In marketing by profession, Anwar´s passion is photography. Other than street photography, he loves taking pictures of abstracts, nature and environmental portraits. “Composition, juxtaposition, storytelling and human emotion attract me the most. However, I also like to experiment. I firmly believe that experiments are the biggest source of learning and it applies to all forms of creative works,” he says. “Honestly speaking, I enjoy my total photographic journey; going out early in the morning, exploring new places, meeting new people, chatting with strangers, walking for 3-4 hours with hopes of getting decent pictures, and so on.” As a photographer, his goal is to find beauty and compelling stories from the everyday mundane scenes and show them to the world.

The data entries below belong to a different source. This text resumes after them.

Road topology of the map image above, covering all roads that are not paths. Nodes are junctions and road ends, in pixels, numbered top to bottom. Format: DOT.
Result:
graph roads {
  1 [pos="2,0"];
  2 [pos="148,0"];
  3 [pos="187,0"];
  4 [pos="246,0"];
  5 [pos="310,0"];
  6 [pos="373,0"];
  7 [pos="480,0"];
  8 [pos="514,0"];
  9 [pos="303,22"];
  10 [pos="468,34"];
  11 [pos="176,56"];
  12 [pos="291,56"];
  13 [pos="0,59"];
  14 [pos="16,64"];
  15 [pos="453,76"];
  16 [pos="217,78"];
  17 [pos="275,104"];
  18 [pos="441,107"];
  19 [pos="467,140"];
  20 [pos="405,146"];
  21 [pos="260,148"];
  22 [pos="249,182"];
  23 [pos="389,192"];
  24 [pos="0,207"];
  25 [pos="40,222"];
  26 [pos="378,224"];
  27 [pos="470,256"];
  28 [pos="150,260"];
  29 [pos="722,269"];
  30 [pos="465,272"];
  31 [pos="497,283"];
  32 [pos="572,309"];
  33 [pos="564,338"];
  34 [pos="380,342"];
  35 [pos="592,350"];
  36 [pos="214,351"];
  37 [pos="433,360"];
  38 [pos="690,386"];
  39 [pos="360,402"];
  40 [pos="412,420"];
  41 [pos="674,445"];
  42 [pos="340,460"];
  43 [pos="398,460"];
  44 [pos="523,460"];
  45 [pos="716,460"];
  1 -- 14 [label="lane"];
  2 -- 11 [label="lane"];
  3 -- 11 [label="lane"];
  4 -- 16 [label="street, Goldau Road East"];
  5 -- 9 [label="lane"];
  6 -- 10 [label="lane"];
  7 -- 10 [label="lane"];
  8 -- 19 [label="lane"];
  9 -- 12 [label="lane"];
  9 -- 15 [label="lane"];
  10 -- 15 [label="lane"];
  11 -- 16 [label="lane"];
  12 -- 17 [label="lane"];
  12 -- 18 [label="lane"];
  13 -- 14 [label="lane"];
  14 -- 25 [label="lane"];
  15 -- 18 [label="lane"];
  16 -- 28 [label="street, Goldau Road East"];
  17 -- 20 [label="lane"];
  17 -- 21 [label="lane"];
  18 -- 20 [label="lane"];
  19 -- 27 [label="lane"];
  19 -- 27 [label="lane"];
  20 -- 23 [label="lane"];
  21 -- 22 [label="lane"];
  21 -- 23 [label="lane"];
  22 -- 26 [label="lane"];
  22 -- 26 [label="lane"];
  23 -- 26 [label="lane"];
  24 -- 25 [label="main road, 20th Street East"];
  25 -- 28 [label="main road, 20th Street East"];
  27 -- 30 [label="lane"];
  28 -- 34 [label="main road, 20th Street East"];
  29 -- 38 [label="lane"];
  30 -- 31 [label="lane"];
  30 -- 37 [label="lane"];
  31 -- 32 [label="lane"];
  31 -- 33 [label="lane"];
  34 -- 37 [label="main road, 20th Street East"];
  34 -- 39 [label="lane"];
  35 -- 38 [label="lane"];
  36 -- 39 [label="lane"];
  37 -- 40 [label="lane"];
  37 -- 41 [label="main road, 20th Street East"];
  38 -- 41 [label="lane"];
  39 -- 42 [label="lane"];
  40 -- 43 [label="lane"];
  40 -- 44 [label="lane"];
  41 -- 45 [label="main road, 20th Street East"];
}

“Anyone can shoot chaos. But the most perceptive photographers can make compelling pictures out of uninteresting moments.”

Alex Tehrani


What draws you to art?

“After my graduation in marketing, I joined one of the largest advertising agencies of the country namely, Unitrend Limited (an affiliate of McCann Worldgroup). While working at Unitrend, I came across many creative people, including photographers, copywriters, graphic designers, visualizers, creative directors, etc. Being able to work with and learn from creative minds, my passion got the boost it needed. My inspirations for photography do not only came from artists or designers or other photographers, but also from musicians, dancers, painters, and even from novelists. I personally think that creative inspirations can come from anywhere.” 

What do you like best about the black and white documentary series you submitted?

“I am mostly a colour photographer. However, as a part of my experiments sometimes I take black and white photographs. As per my understanding, sometimes black and white photographs tell stronger stories than that of colour photographs. It is probably because black and white photographs have fewer distractions compared to colour. My primary objective was to play with the available lights and shadows. And in that exhibition, I had plenty of opportunities to play with that.”

These photos were taken at the eleventh edition of ‘Chobi Mela‘, an international photography festival jointly organised by Drik Picture Library and Pathshala South Asian Media Institute. The event took place from 12 – 21 February 2021 in Dhaka, Bangladesh. The theme for this edition of Chobi Mela was ‘Shunya’.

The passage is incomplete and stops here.